— GOAL OF THE EXERCISE —
Type out the full set of entries again, unchanged.

— EXERCISE MATERIALS —
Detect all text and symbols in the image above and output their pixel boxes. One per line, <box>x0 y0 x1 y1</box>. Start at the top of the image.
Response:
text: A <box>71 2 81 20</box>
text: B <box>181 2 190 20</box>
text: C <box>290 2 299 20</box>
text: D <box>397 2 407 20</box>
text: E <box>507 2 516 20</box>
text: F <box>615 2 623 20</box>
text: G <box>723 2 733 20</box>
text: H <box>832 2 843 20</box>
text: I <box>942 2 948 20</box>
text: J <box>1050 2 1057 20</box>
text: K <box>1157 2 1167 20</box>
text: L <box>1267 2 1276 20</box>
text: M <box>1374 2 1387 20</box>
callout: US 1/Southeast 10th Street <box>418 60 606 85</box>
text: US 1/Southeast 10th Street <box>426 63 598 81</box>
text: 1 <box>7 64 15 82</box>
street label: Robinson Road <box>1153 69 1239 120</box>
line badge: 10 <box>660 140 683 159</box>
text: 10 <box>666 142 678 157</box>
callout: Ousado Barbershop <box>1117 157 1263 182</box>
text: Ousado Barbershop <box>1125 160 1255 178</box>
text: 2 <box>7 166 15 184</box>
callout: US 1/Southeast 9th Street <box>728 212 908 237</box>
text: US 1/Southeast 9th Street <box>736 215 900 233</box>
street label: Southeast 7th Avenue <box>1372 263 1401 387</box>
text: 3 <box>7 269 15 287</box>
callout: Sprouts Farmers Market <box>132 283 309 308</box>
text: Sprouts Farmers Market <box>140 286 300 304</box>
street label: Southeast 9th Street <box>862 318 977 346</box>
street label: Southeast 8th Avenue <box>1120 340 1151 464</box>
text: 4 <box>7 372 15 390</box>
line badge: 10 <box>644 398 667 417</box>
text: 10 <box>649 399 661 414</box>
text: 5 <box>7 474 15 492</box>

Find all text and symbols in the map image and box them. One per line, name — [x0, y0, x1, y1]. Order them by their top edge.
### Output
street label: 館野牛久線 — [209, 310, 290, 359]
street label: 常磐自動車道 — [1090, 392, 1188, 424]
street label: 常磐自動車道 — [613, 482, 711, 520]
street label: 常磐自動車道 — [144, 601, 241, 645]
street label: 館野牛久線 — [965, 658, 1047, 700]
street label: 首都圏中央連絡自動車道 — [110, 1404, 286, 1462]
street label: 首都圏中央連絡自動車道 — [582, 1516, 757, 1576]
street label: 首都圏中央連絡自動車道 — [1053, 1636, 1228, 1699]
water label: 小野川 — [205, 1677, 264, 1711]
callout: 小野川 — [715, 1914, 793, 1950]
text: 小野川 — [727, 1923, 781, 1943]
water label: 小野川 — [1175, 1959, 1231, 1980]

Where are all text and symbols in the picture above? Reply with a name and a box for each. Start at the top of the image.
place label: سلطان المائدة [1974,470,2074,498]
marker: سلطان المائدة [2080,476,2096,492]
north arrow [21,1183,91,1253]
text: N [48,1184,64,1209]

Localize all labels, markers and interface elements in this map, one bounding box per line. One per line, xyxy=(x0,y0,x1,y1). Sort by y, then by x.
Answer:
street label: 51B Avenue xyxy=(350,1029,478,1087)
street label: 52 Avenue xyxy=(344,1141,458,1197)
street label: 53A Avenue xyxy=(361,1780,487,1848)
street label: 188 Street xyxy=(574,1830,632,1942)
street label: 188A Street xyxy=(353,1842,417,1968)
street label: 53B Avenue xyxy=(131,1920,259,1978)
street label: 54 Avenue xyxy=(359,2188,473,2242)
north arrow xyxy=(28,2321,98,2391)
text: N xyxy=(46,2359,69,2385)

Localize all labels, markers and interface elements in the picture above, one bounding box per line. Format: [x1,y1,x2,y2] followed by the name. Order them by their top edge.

— ANSWER —
Detect all text and symbols in the image above and output their pixel boxes. One per line, <box>x0 y0 x1 y1</box>. Start at the top of the image.
Response:
text: A <box>71 2 81 20</box>
text: B <box>181 2 190 20</box>
text: C <box>290 2 299 20</box>
text: D <box>397 2 407 20</box>
text: E <box>507 2 516 20</box>
text: F <box>615 2 623 20</box>
text: G <box>723 2 733 20</box>
text: H <box>832 2 843 20</box>
text: I <box>942 2 948 20</box>
text: J <box>1050 2 1057 20</box>
text: K <box>1157 2 1167 20</box>
text: L <box>1267 2 1276 20</box>
text: M <box>1374 2 1387 20</box>
callout: US 1/Southeast 10th Street <box>418 60 606 85</box>
text: US 1/Southeast 10th Street <box>426 63 598 81</box>
text: 1 <box>7 64 15 82</box>
street label: Robinson Road <box>1153 69 1239 120</box>
line badge: 10 <box>660 140 683 159</box>
text: 10 <box>666 142 678 157</box>
callout: Ousado Barbershop <box>1117 157 1263 182</box>
text: Ousado Barbershop <box>1125 160 1255 178</box>
text: 2 <box>7 166 15 184</box>
callout: US 1/Southeast 9th Street <box>728 212 908 237</box>
text: US 1/Southeast 9th Street <box>736 215 900 233</box>
street label: Southeast 7th Avenue <box>1372 263 1401 387</box>
text: 3 <box>7 269 15 287</box>
callout: Sprouts Farmers Market <box>132 283 309 308</box>
text: Sprouts Farmers Market <box>140 286 300 304</box>
street label: Southeast 9th Street <box>862 318 977 346</box>
street label: Southeast 8th Avenue <box>1120 340 1151 464</box>
text: 4 <box>7 372 15 390</box>
line badge: 10 <box>644 398 667 417</box>
text: 10 <box>649 399 661 414</box>
text: 5 <box>7 474 15 492</box>

Find all text and symbols in the map image and box them. One per line, name — [x0, y0, x1, y1]. Order them by their top edge.
### Output
street label: 館野牛久線 — [209, 310, 290, 359]
street label: 常磐自動車道 — [1090, 392, 1188, 424]
street label: 常磐自動車道 — [613, 482, 711, 520]
street label: 常磐自動車道 — [144, 601, 241, 645]
street label: 館野牛久線 — [965, 658, 1047, 700]
street label: 首都圏中央連絡自動車道 — [110, 1404, 286, 1462]
street label: 首都圏中央連絡自動車道 — [582, 1516, 757, 1576]
street label: 首都圏中央連絡自動車道 — [1053, 1636, 1228, 1699]
water label: 小野川 — [205, 1677, 264, 1711]
callout: 小野川 — [715, 1914, 793, 1950]
text: 小野川 — [727, 1923, 781, 1943]
water label: 小野川 — [1175, 1959, 1231, 1980]

Where are all text and symbols in the picture above? Reply with a name and a box for each. Start at the top of the image.
place label: سلطان المائدة [1974,470,2074,498]
marker: سلطان المائدة [2080,476,2096,492]
north arrow [21,1183,91,1253]
text: N [48,1184,64,1209]

Localize all labels, markers and interface elements in this map, one bounding box per line. One per line, xyxy=(x0,y0,x1,y1). Sort by y, then by x.
Answer:
street label: 51B Avenue xyxy=(350,1029,478,1087)
street label: 52 Avenue xyxy=(344,1141,458,1197)
street label: 53A Avenue xyxy=(361,1780,487,1848)
street label: 188 Street xyxy=(574,1830,632,1942)
street label: 188A Street xyxy=(353,1842,417,1968)
street label: 53B Avenue xyxy=(131,1920,259,1978)
street label: 54 Avenue xyxy=(359,2188,473,2242)
north arrow xyxy=(28,2321,98,2391)
text: N xyxy=(46,2359,69,2385)

Localize all labels, markers and interface elements in the picture above, one bounding box per line. Format: [x1,y1,x2,y2] followed by the name. Order them by their top edge.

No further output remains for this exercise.